Internet DRAFT - draft-faibish-nfsv4-scsi-nvme-layout
draft-faibish-nfsv4-scsi-nvme-layout
Network File System Version 4 S. Faibish
Internet-Draft January 1, 2020 D. Black
Intended status: Informational Dell EMC
Expires: January 6, 2021 C. Hellwig
July 6, 2020
Using the Parallel NFS (pNFS) SCSI/NVMe Layout
draft-faibish-nfsv4-scsi-nvme-layout-00
Abstract
This document explains how to use the Parallel Network File System
(pNFS) SCSI NVMe Layout Types with transports using the
NVMe over Fabrics protocols. This draft picks the previous SCSI
over NVMe draft of C. Hellwig and extended it to support all the
types of transport protocols supported by NVMe transport over fabrics
additional to the SCSI transport protocol introduced in pNFS SCSI
Layout. The proposed transport protocols include support for
several transports and fabrics and support the RDMA transports.
Status of This Memo
This Internet-Draft is submitted in full conformance with the
provisions of BCP 78 and BCP 79.
Internet-Drafts are working documents of the Internet Engineering
Task Force (IETF). Note that other groups may also distribute
working documents as Internet-Drafts. The list of current Internet-
Drafts is at https://datatracker.ietf.org/drafts/current/.

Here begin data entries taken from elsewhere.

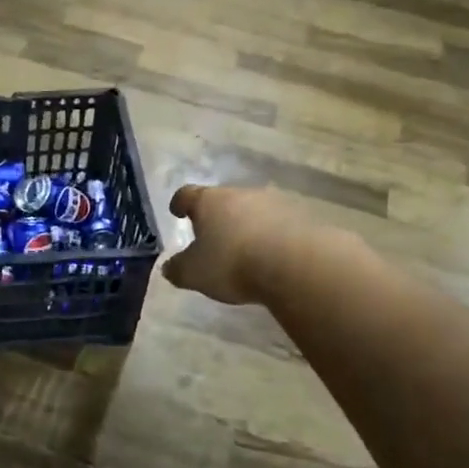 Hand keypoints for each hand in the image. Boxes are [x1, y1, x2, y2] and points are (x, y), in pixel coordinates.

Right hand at [161, 184, 298, 306]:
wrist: (295, 264)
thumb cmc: (233, 263)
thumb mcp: (195, 274)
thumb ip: (178, 269)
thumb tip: (169, 267)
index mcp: (209, 201)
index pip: (187, 195)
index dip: (180, 203)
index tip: (177, 211)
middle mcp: (240, 193)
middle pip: (222, 200)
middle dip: (216, 216)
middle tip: (212, 236)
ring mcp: (273, 202)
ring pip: (252, 210)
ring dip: (246, 224)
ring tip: (244, 248)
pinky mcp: (300, 216)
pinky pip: (278, 223)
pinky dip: (271, 235)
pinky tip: (271, 255) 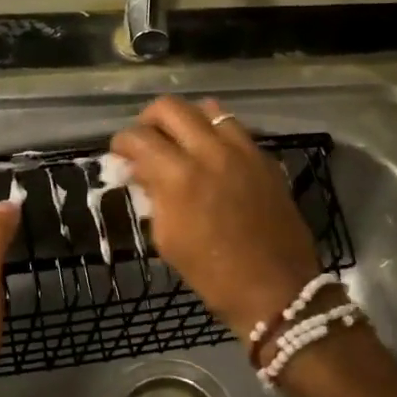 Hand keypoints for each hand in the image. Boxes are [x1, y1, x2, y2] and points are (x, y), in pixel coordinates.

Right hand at [109, 96, 319, 338]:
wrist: (276, 290)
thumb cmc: (212, 273)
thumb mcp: (167, 238)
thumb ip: (152, 195)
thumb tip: (141, 170)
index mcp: (180, 176)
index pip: (139, 137)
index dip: (122, 142)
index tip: (120, 153)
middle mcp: (211, 152)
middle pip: (170, 107)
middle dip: (149, 119)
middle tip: (146, 140)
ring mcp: (243, 150)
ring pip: (208, 108)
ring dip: (187, 120)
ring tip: (181, 141)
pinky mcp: (265, 158)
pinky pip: (236, 128)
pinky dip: (216, 133)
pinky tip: (212, 156) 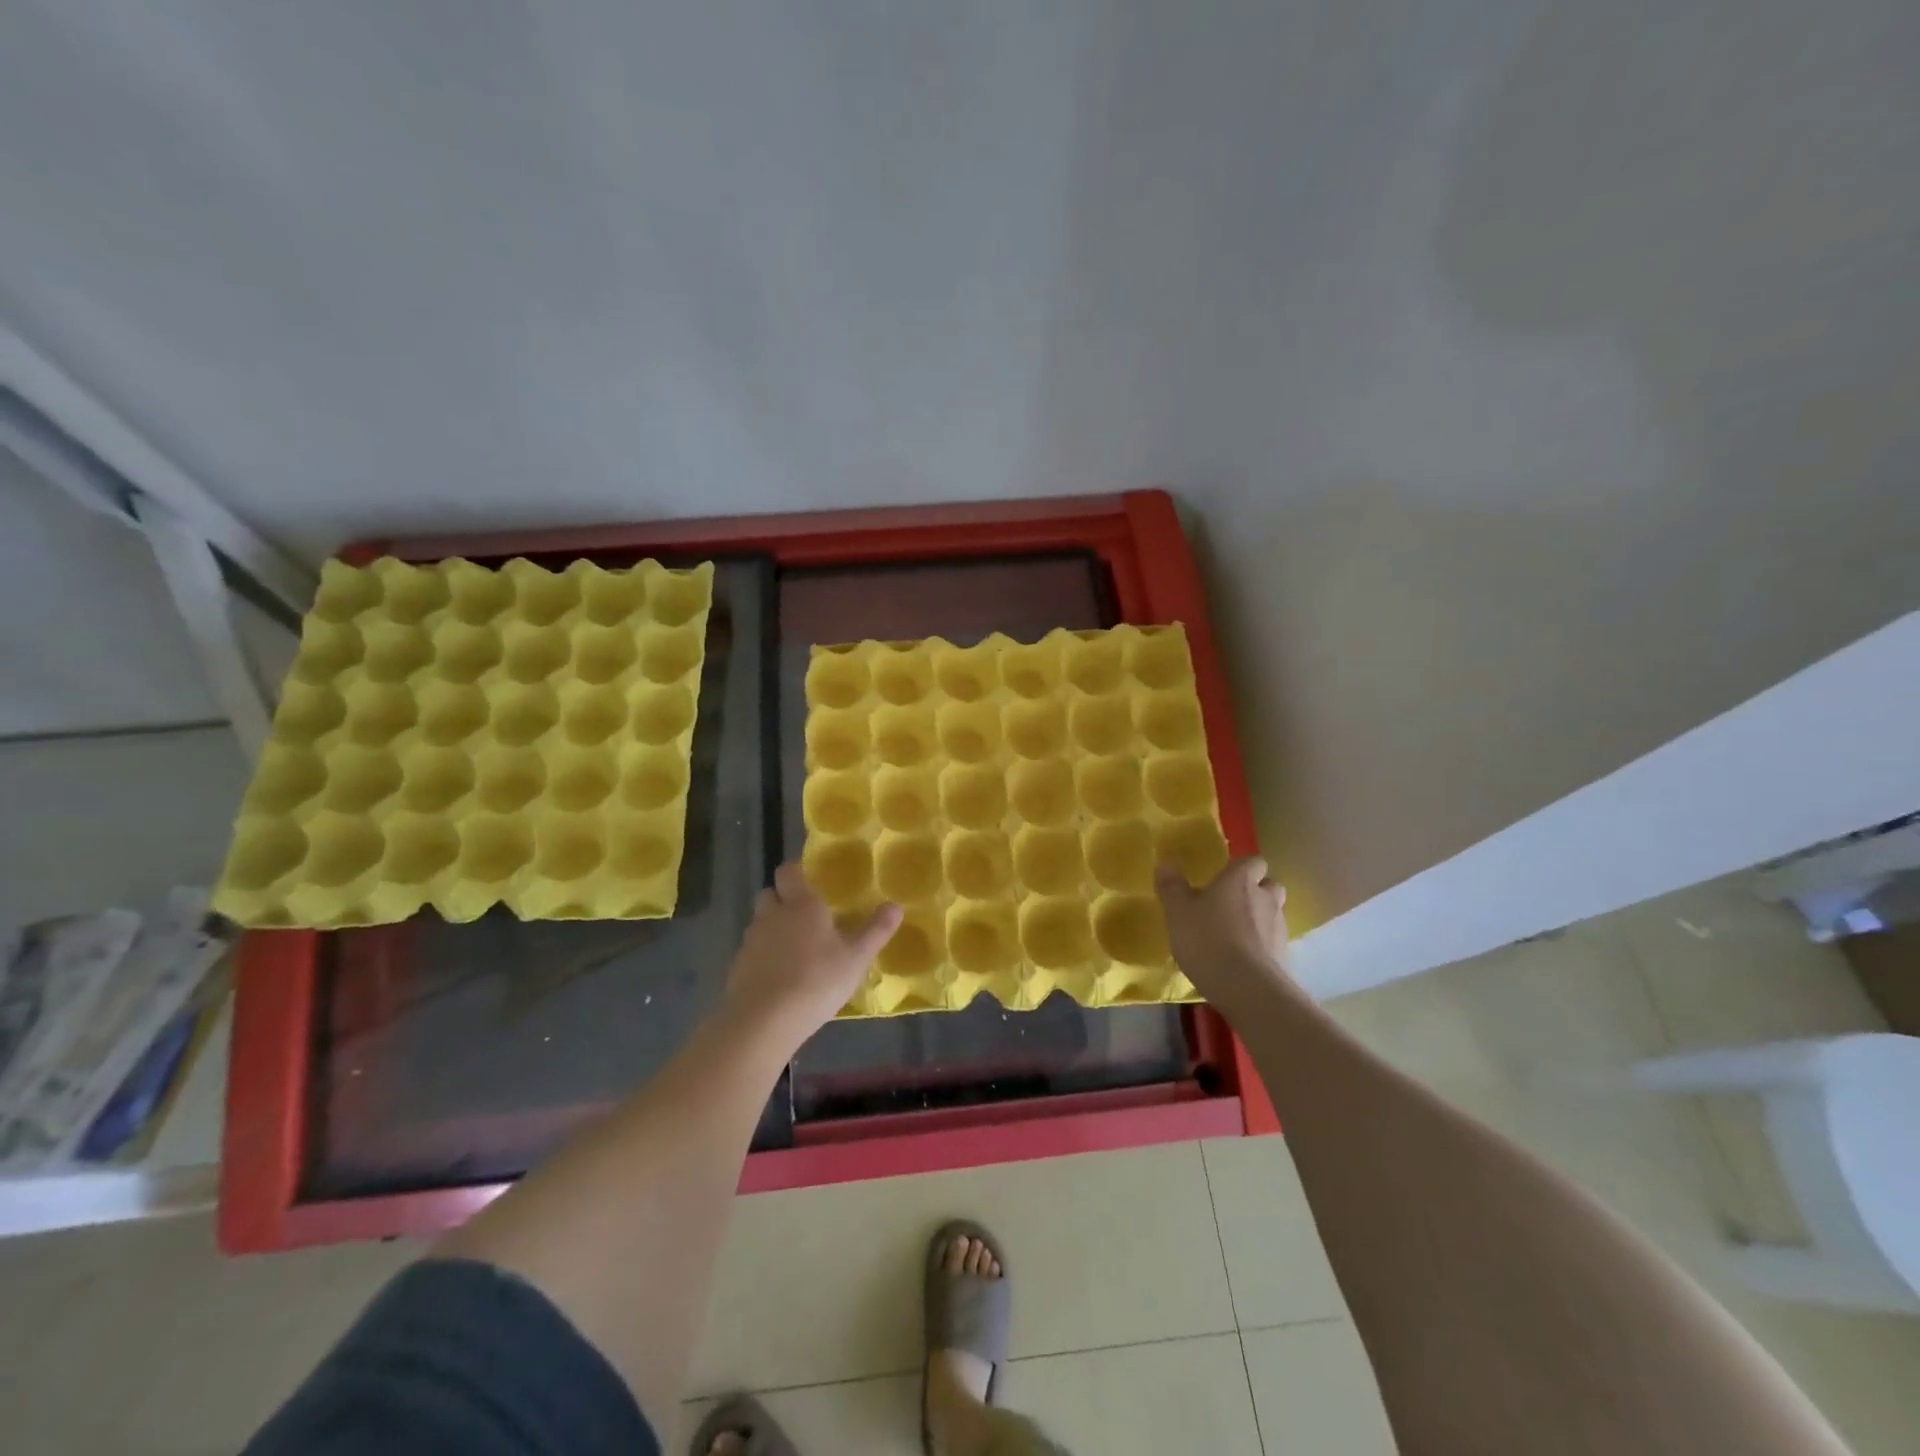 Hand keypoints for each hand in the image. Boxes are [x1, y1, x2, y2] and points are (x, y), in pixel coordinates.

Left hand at [723, 862, 902, 1044]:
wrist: (764, 1021)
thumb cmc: (816, 980)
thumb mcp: (857, 958)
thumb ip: (876, 930)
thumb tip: (896, 905)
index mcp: (801, 905)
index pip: (788, 872)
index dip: (796, 873)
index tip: (810, 881)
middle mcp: (772, 915)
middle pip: (770, 894)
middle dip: (783, 899)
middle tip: (805, 916)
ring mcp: (751, 942)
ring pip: (760, 923)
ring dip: (773, 929)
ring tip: (795, 950)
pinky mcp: (738, 968)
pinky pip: (752, 952)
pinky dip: (764, 957)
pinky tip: (780, 978)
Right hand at [1155, 856, 1295, 1015]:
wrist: (1248, 989)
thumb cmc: (1208, 940)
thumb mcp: (1178, 912)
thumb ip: (1172, 887)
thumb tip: (1165, 863)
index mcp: (1241, 880)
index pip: (1253, 861)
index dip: (1241, 868)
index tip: (1224, 878)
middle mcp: (1266, 898)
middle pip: (1269, 886)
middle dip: (1255, 891)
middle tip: (1230, 904)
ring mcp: (1279, 928)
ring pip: (1273, 914)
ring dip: (1258, 919)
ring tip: (1234, 934)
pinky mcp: (1284, 956)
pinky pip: (1272, 942)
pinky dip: (1261, 945)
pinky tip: (1241, 959) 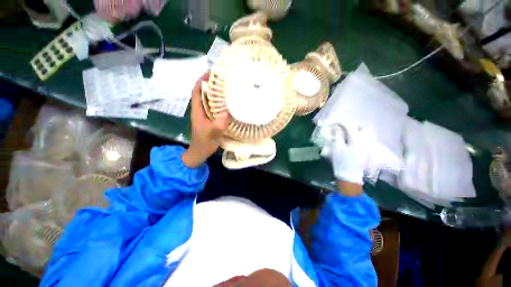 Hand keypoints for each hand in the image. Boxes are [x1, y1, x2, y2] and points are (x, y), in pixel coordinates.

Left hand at [182, 72, 229, 167]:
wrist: (200, 153)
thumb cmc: (204, 143)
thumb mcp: (212, 133)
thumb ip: (219, 124)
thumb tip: (228, 112)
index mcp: (197, 111)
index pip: (196, 91)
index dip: (201, 80)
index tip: (210, 72)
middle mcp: (200, 110)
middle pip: (203, 93)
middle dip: (210, 84)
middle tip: (222, 78)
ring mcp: (205, 115)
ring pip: (209, 100)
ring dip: (215, 92)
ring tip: (226, 87)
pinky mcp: (210, 120)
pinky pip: (214, 107)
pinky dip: (219, 102)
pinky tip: (228, 103)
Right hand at [320, 123, 370, 193]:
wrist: (350, 177)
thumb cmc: (342, 162)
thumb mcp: (337, 148)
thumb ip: (337, 136)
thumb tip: (336, 127)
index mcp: (357, 139)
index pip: (349, 125)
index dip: (340, 121)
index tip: (332, 121)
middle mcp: (365, 140)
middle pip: (356, 126)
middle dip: (346, 124)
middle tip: (337, 125)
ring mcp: (367, 144)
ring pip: (360, 131)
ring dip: (351, 129)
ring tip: (342, 130)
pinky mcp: (366, 148)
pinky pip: (361, 137)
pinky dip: (354, 135)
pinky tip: (348, 137) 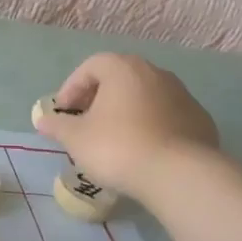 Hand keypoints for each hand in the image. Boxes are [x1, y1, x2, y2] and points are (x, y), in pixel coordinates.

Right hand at [36, 53, 219, 200]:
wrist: (178, 174)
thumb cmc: (118, 148)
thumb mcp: (76, 139)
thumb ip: (57, 125)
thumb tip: (42, 119)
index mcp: (123, 69)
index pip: (91, 66)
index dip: (72, 87)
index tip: (63, 111)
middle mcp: (155, 73)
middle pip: (120, 78)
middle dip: (100, 97)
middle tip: (86, 122)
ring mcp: (182, 95)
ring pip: (146, 97)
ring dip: (127, 111)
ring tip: (115, 139)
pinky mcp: (199, 119)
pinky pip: (167, 116)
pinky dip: (151, 126)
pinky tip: (144, 150) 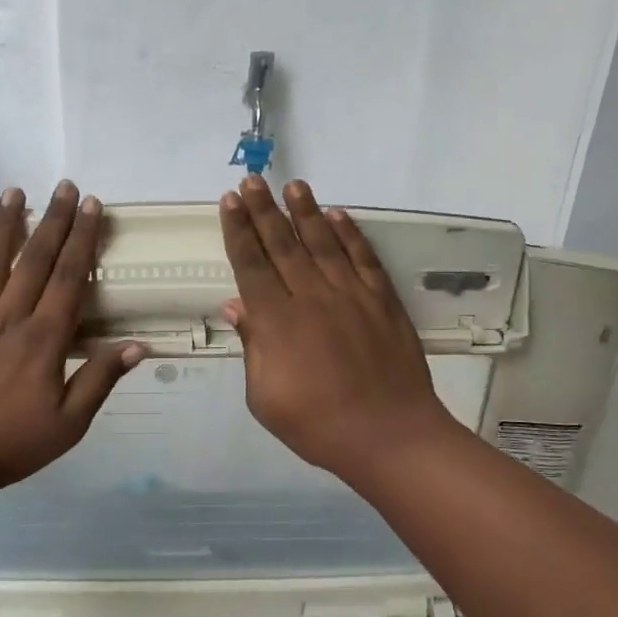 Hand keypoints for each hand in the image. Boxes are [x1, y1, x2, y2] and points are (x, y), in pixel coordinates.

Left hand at [0, 182, 142, 502]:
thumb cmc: (8, 445)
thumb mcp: (67, 425)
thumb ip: (99, 381)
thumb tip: (138, 346)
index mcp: (44, 339)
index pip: (70, 277)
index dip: (83, 238)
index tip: (92, 207)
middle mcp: (9, 316)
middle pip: (36, 258)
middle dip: (54, 219)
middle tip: (65, 186)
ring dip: (6, 222)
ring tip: (16, 191)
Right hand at [220, 177, 465, 486]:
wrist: (388, 435)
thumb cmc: (316, 424)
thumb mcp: (264, 397)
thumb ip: (252, 347)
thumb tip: (236, 305)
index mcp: (276, 321)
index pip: (251, 265)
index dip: (238, 231)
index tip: (229, 202)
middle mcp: (311, 297)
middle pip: (282, 245)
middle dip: (263, 210)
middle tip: (252, 181)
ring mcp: (351, 295)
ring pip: (323, 243)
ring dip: (306, 212)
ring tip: (293, 185)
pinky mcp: (382, 302)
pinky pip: (363, 259)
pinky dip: (350, 235)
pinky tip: (338, 216) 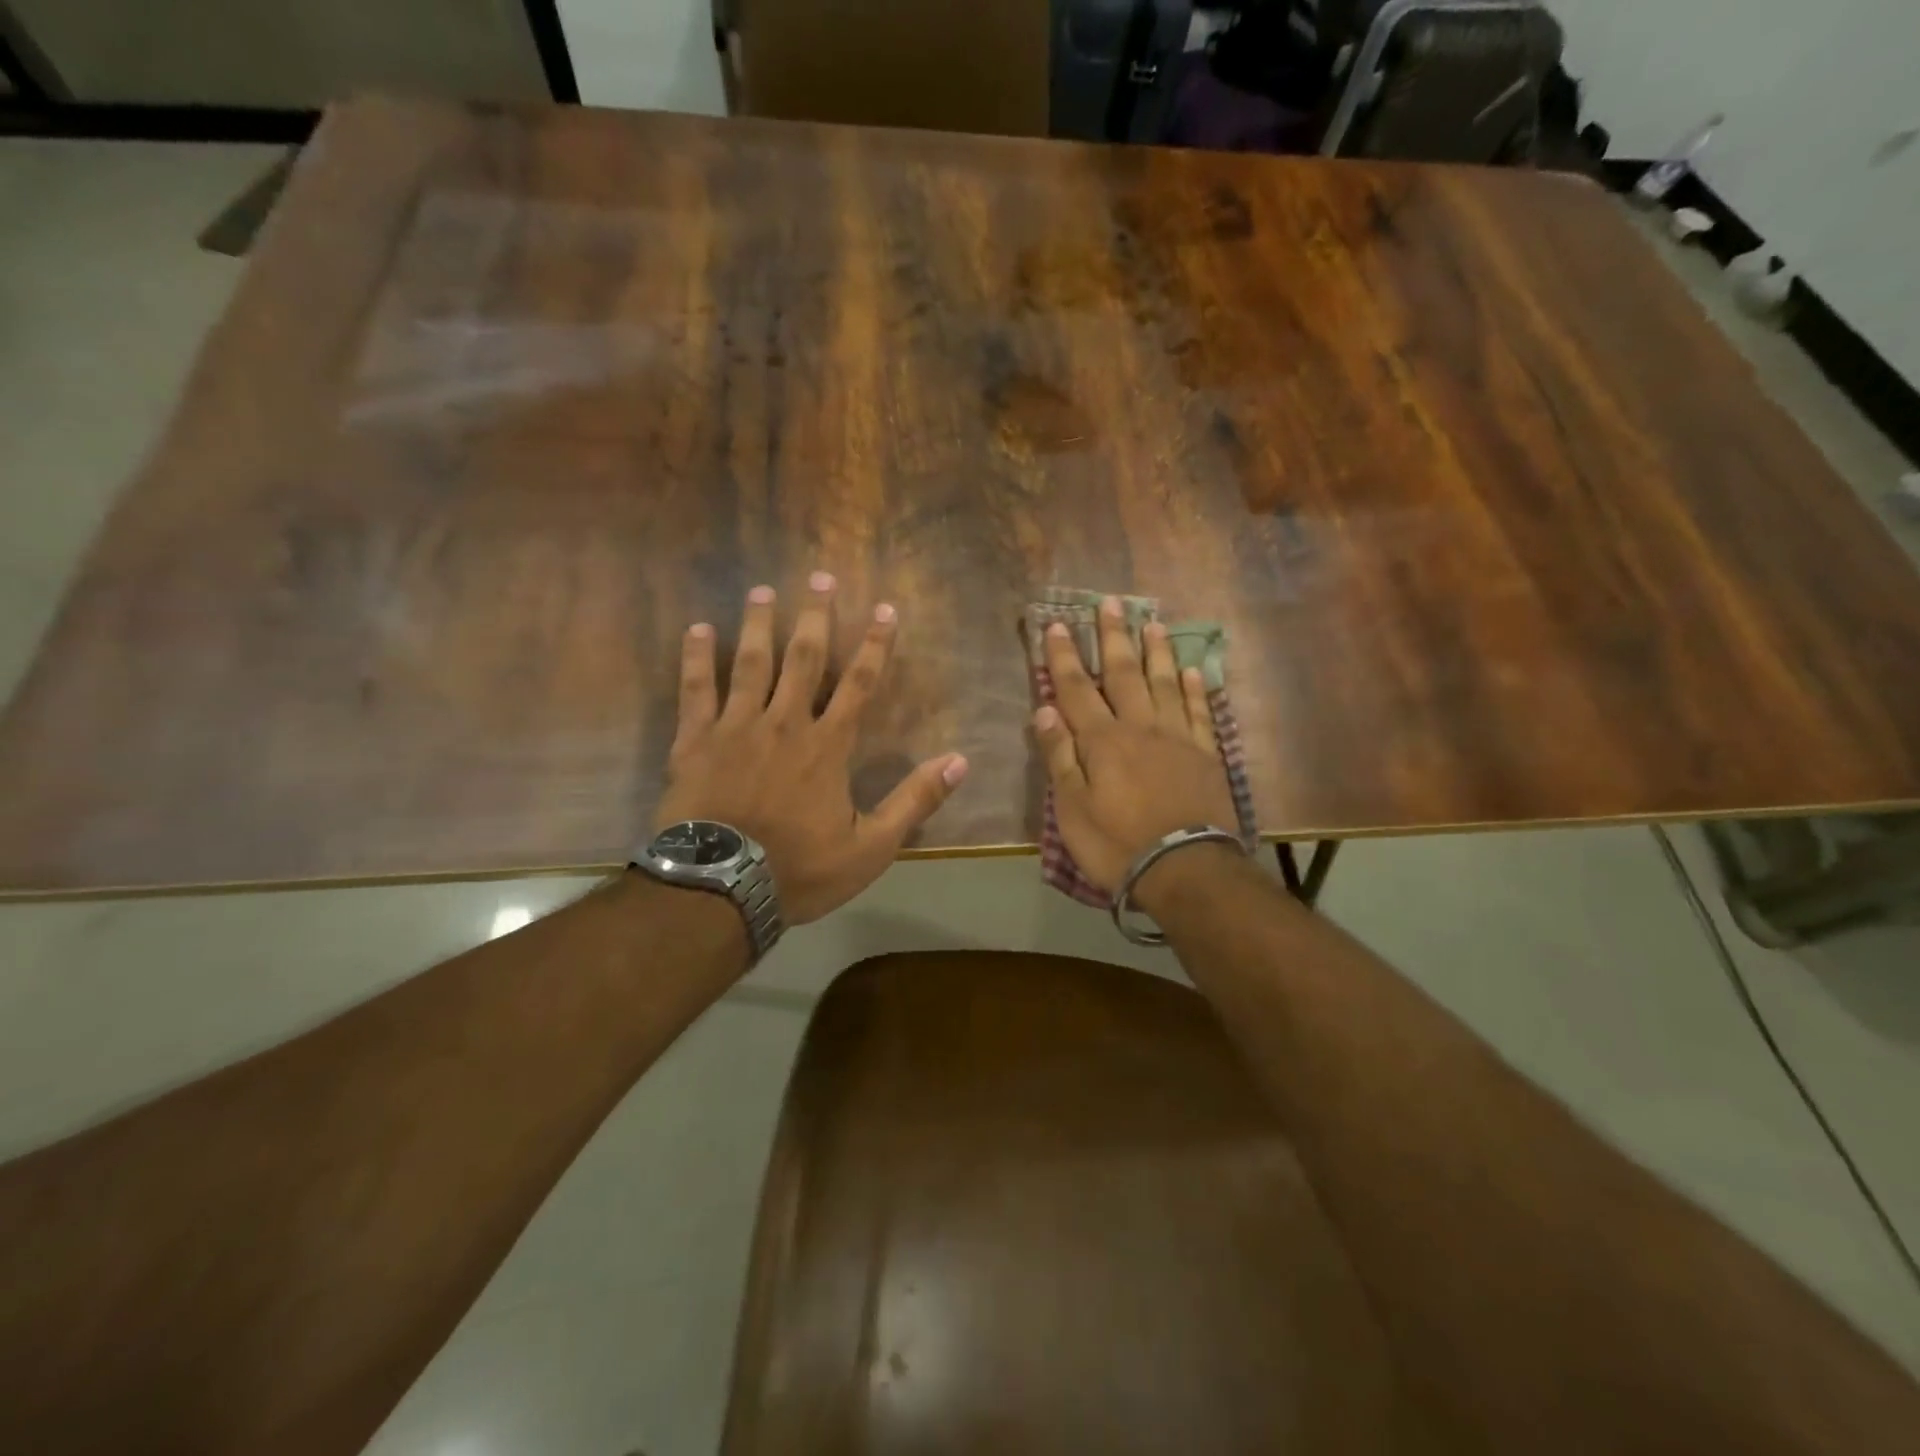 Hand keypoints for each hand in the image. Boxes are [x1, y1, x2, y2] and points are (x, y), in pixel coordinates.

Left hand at [655, 573, 967, 924]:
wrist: (720, 889)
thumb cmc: (799, 869)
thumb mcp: (871, 847)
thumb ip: (914, 800)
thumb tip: (960, 761)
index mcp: (827, 746)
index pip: (860, 684)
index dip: (875, 644)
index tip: (885, 608)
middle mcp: (784, 723)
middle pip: (804, 659)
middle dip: (816, 616)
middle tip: (821, 576)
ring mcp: (736, 727)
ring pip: (751, 663)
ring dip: (759, 624)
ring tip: (763, 590)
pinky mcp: (694, 741)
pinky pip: (696, 690)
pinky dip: (697, 658)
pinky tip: (698, 629)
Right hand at [1032, 596, 1239, 899]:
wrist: (1185, 869)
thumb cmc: (1117, 844)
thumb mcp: (1072, 809)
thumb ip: (1060, 757)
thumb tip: (1045, 710)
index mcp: (1101, 741)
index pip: (1076, 689)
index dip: (1063, 657)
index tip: (1056, 625)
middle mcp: (1139, 727)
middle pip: (1123, 674)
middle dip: (1112, 637)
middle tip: (1111, 602)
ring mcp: (1177, 738)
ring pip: (1164, 683)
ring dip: (1156, 651)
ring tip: (1152, 622)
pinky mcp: (1206, 755)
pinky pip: (1199, 711)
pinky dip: (1194, 688)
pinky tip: (1191, 669)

Internet-Drafts are draft documents valid for a maximum of six months
and may be updated, replaced, or obsoleted by other documents at any
time. It is inappropriate to use Internet-Drafts as reference
material or to cite them other than as "work in progress."
The list of Internet-Draft Shadow Directories can be accessed at
https://www.ietf.org/standards/ids/internet-draft-mirror-sites/.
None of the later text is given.